Il est appelé sous les drapeaux en 1936 comme élève officier de réserve (EOR) à Saumur

(École de l'Arme blindée cavalerie). Aspirant en 1938, il demande à être maintenu en activité.

Deuxième Guerre mondiale : campagne de 1940.

En mai 1940, lieutenant au huitième régiment de dragons, il est capturé non sans avoir livré de durs combats à la tête de son peloton : il est cité une première fois.

Prisonnier de guerre

Retenu en Allemagne depuis le 23 mai 1940, il s'évade de l'Oflag II D (Hohenstein) le 27 mars 1941 en compagnie d'Alain de Boissieu et d'Aloyse Klein vers la Lituanie alors occupée par l'URSS. Interné en URSS car considéré comme espion, il bénéficie par contrecoup de l'offensive allemande de juin 1941 : en effet, la liste des prisonniers français détenus aux sud de Moscou est transmise aux nouveaux Alliés britanniques et français, qui la transmettent aux Forces françaises libres (FFL). Avec 185 autres camarades, il est évacué vers l'Angleterre.

Forces françaises libres

En septembre 1941, il s'engage dans les FFL. Il crée le 1er décembre 1941 l'Escadron mixte des FFL (Forces Françaises Libres) avec des anciens des troupes motorisées et les volontaires pour servir dans les chars. Il est promu capitaine en mars 1942.

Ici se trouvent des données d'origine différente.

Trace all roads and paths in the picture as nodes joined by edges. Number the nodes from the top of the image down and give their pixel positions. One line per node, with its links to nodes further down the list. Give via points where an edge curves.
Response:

Avec son escadron mixte, il débarque en mai 1943 à Suez pour rejoindre la colonne Leclerc qui remonte du Tchad. En Tripolitaine, à Sabratha, la premières et deuxième compagnie de chars et l'escadron mixte se rassemblent pour recréer le 501è régiment de chars de combat. Branet conserve le commandement de l'escadron mixte qui devient alors troisième compagnie de char (dont les traditions demeurent au sein du 3è escadron du 501è RCC, stationné aujourd'hui à Mourmelon, Marne).

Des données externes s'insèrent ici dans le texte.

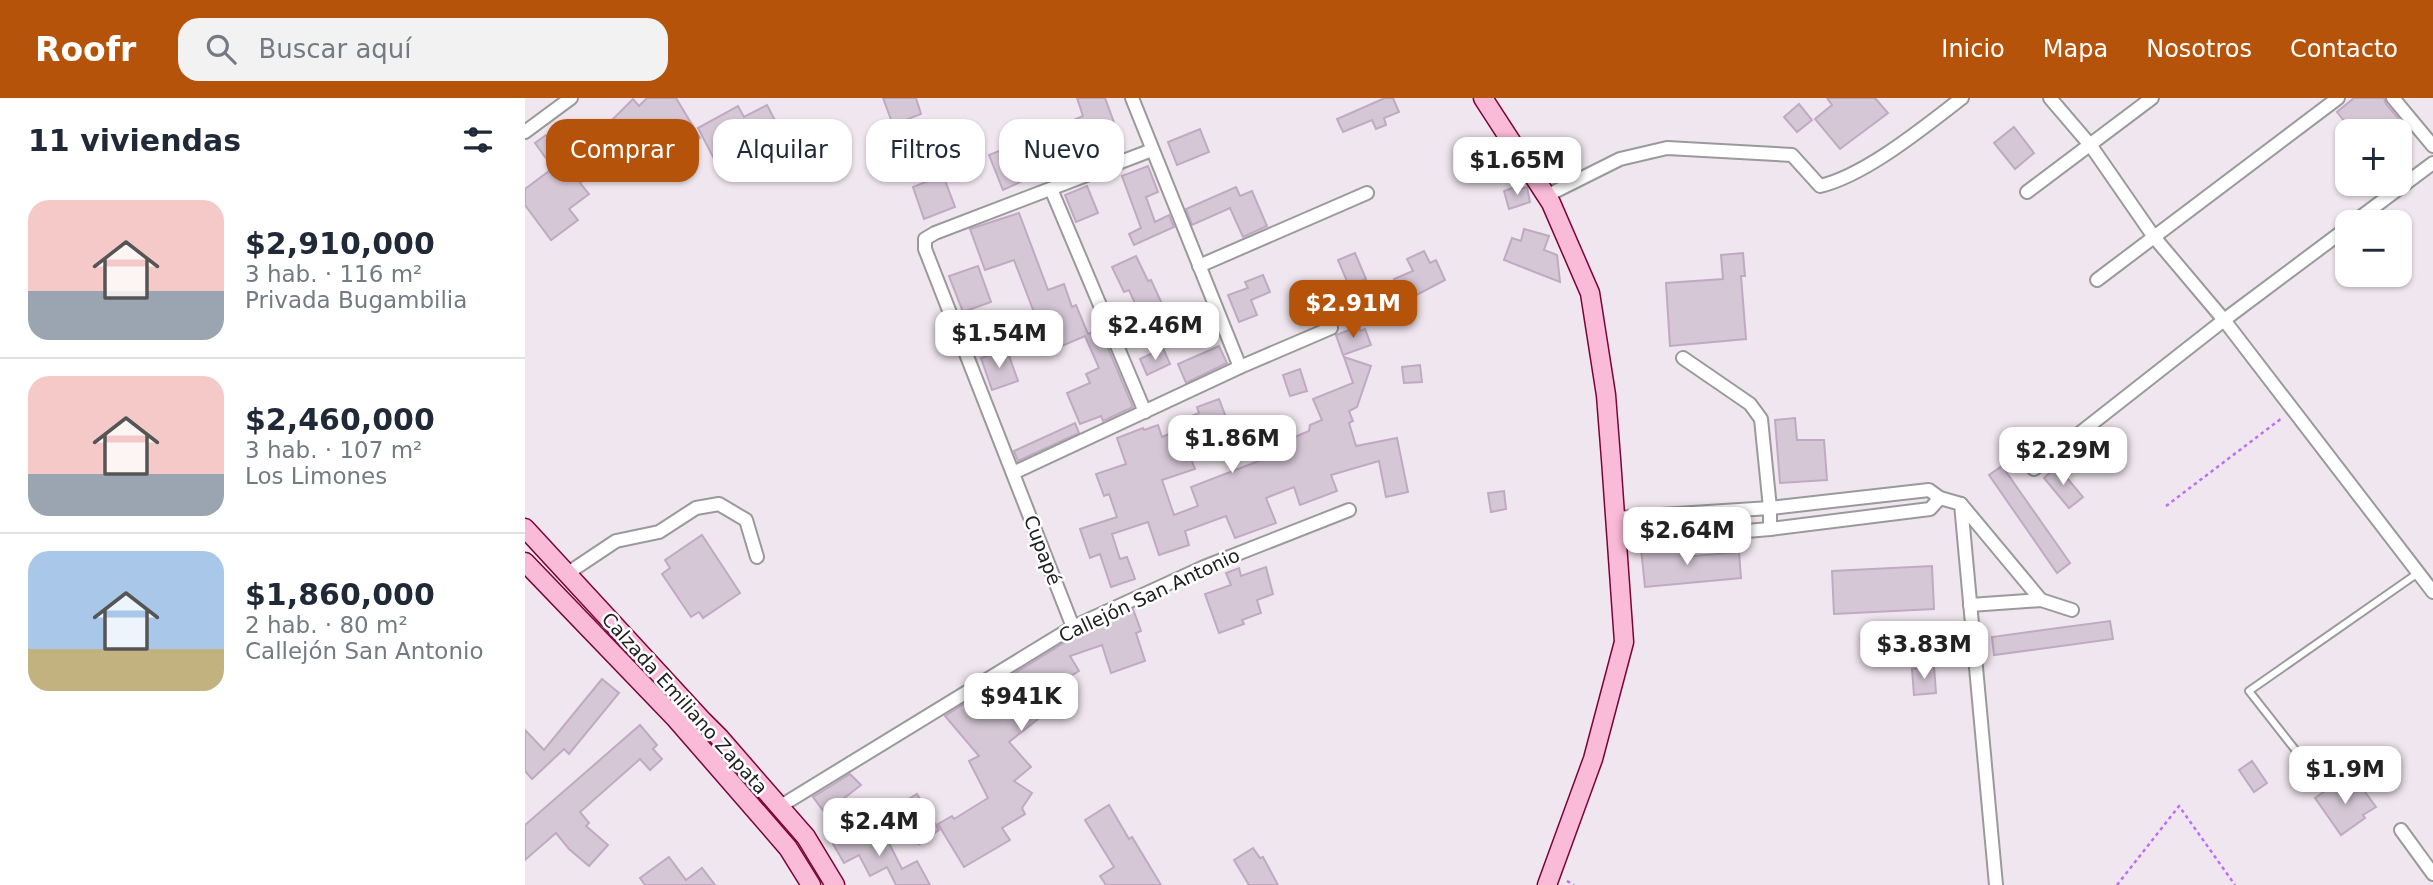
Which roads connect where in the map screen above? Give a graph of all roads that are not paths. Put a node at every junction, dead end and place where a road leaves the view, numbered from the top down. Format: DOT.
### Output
graph roads {
  1 [pos="571,98"];
  2 [pos="1132,98"];
  3 [pos="1483,98"];
  4 [pos="1962,98"];
  5 [pos="2050,98"];
  6 [pos="2152,98"];
  7 [pos="2338,98"];
  8 [pos="2393,98"];
  9 [pos="525,132"];
  10 [pos="2091,146"];
  11 [pos="2433,146"];
  12 [pos="1152,150"];
  13 [pos="2433,163"];
  14 [pos="1051,189"];
  15 [pos="2027,192"];
  16 [pos="1367,193"];
  17 [pos="1546,196"];
  18 [pos="2370,210"];
  19 [pos="2154,237"];
  20 [pos="2335,237"];
  21 [pos="1199,266"];
  22 [pos="2098,280"];
  23 [pos="2224,320"];
  24 [pos="1331,328"];
  25 [pos="1682,358"];
  26 [pos="1240,368"];
  27 [pos="1145,412"];
  28 [pos="2034,468"];
  29 [pos="1013,473"];
  30 [pos="1940,498"];
  31 [pos="1961,504"];
  32 [pos="1770,508"];
  33 [pos="1349,510"];
  34 [pos="1615,518"];
  35 [pos="525,528"];
  36 [pos="1770,529"];
  37 [pos="1617,542"];
  38 [pos="757,557"];
  39 [pos="525,562"];
  40 [pos="568,573"];
  41 [pos="2418,573"];
  42 [pos="2433,592"];
  43 [pos="2041,600"];
  44 [pos="1970,605"];
  45 [pos="2072,610"];
  46 [pos="1073,627"];
  47 [pos="2308,766"];
  48 [pos="779,807"];
  49 [pos="2401,830"];
  50 [pos="2433,874"];
  51 [pos="811,885"];
  52 [pos="835,885"];
  53 [pos="1547,885"];
  54 [pos="1996,885"];
  1 -- 9 [label="street"];
  2 -- 12 [label="street"];
  3 -- 17 [label="main road"];
  4 -- 17 [label="street"];
  5 -- 10 [label="street"];
  6 -- 10 [label="street"];
  7 -- 19 [label="street"];
  8 -- 11 [label="street"];
  10 -- 15 [label="street"];
  10 -- 19 [label="street"];
  12 -- 14 [label="street"];
  12 -- 21 [label="street"];
  13 -- 18 [label="street"];
  14 -- 27 [label="street"];
  14 -- 29 [label="street, Cupapé"];
  16 -- 21 [label="street"];
  17 -- 34 [label="main road"];
  19 -- 22 [label="street"];
  19 -- 23 [label="street"];
  20 -- 23 [label="street"];
  21 -- 26 [label="street"];
  23 -- 28 [label="street"];
  23 -- 41 [label="street"];
  24 -- 26 [label="street"];
  25 -- 32 [label="street"];
  26 -- 27 [label="street"];
  27 -- 29 [label="street"];
  29 -- 46 [label="street, Cupapé"];
  30 -- 31 [label="street"];
  30 -- 32 [label="street"];
  30 -- 36 [label="street"];
  31 -- 43 [label="street"];
  31 -- 44 [label="street"];
  32 -- 34 [label="street"];
  32 -- 36 [label="street"];
  33 -- 46 [label="street, Callejón San Antonio"];
  34 -- 37 [label="main road"];
  35 -- 40 [label="main road, Calzada Emiliano Zapata"];
  36 -- 37 [label="street"];
  37 -- 53 [label="main road"];
  38 -- 40 [label="street"];
  39 -- 51 [label="main road, Calzada Emiliano Zapata"];
  40 -- 48 [label="main road, Calzada Emiliano Zapata"];
  41 -- 42 [label="street"];
  41 -- 47 [label="lane"];
  43 -- 44 [label="street"];
  43 -- 45 [label="street"];
  44 -- 54 [label="street"];
  46 -- 48 [label="street, Callejón San Antonio"];
  48 -- 52 [label="main road, Calzada Emiliano Zapata"];
  49 -- 50 [label="street"];
}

Le 501è RCC s'entraîne au Maroc avec l'ensemble de la division Leclerc (deuxième division blindée).

Il embarque à Oran pour l'Angleterre en mai 1944. Débarqué en France le 2 août 1944, Branet participe à la tête du 3/501 à la campagne de Normandie et s’illustre particulièrement dans la forêt d'Écouves : sur la route d'Ecouché, il s'oppose au 115è Panzer et fait 300 prisonniers.

Libération de Paris

Le 24 août 1944, il reconquiert les villes de Wissous et de Fresnes et s'engage dans Paris. Il est blessé par plusieurs éclats de grenade le lendemain, rue de Rivoli, alors qu'il emmène ses hommes jusqu'au QG des forces allemandes du Gross Paris à l'hôtel Meurice. Il participe à l'arrestation du général von Choltitz et de son état-major.

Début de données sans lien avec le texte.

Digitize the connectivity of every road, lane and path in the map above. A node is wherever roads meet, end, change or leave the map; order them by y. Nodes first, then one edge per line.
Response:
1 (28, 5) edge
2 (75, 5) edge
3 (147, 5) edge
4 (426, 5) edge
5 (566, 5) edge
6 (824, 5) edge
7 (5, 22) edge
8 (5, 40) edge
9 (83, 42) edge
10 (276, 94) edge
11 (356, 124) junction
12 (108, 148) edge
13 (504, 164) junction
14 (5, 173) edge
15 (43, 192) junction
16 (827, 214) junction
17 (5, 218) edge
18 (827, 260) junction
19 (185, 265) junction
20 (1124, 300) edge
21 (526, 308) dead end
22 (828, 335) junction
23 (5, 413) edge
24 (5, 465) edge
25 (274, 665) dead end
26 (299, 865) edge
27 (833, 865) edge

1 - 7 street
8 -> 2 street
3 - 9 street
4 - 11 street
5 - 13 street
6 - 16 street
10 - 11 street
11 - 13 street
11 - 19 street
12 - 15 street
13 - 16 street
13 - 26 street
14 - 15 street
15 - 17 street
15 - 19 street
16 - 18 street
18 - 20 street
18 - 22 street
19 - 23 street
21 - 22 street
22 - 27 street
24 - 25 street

Branet, poursuit la campagne de France et combat dans les Vosges où il est à nouveau blessé par des éclats d'obus le 31 octobre 1944 (à Hablainville en Meurthe et Moselle). En novembre 1944, il prend part aux opérations d'Alsace et à la libération de Strasbourg.

Le 1er décembre 1944, il est relevé à la tête de la troisième compagnie de chars du 501è RCC par le capitaine Alain de Boissieu, et rejoint l'état-major du 501è RCC avec lequel il termine la guerre en Allemagne.

Après la guerre

Promu chef d'escadrons en mai 1945, il est affecté à Tunis, où il dirige le service d'information puis le cabinet militaire du Résident général de France.

Compagnon de la Libération (décret du 13 juillet 1945).

De 1947 à 1951, il remplit plusieurs missions au Fezzan (Libye), en Tunisie, au Tchad et au Maroc pour le compte de l'état-major du général inspecteur des Forces terrestres aériennes et maritimes en AFN. Il commande de décembre 1951 à 1953 le 7è Régiment de Cuirassiers avant de rejoindre l'École supérieure de guerre à Paris.

La guerre d’Algérie

Lieutenant-colonel en février 1956, il entre au cabinet de Maurice Bourgés-Maunoury, puis participe à celui de Robert Lacoste, ministre résident en Algérie. À partir d'août 1957, il commande en Algérie le 5è régiment de spahis à la tête duquel il est cité deux fois.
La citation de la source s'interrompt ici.